Task requirements —
Only the number is wanted: how many lines of the data contain "hand"?

--------------------------------------------------

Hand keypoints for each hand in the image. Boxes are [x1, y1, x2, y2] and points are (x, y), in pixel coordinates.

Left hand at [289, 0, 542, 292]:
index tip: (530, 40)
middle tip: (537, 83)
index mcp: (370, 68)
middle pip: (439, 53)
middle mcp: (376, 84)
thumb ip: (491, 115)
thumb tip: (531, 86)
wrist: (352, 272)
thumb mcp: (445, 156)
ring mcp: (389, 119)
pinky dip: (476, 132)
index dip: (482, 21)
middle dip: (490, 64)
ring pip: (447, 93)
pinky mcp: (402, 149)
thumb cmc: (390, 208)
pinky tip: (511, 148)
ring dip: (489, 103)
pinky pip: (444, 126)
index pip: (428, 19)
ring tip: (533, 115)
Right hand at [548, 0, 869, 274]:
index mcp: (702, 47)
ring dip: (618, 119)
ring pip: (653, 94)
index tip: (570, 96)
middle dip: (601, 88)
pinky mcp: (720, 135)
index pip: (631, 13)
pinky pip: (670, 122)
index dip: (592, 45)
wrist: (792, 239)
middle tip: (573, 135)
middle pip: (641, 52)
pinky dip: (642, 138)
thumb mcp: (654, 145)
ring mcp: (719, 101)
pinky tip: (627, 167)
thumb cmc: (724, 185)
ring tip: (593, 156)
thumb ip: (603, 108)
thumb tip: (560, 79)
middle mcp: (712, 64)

--------------------------------------------------

Answer space —
3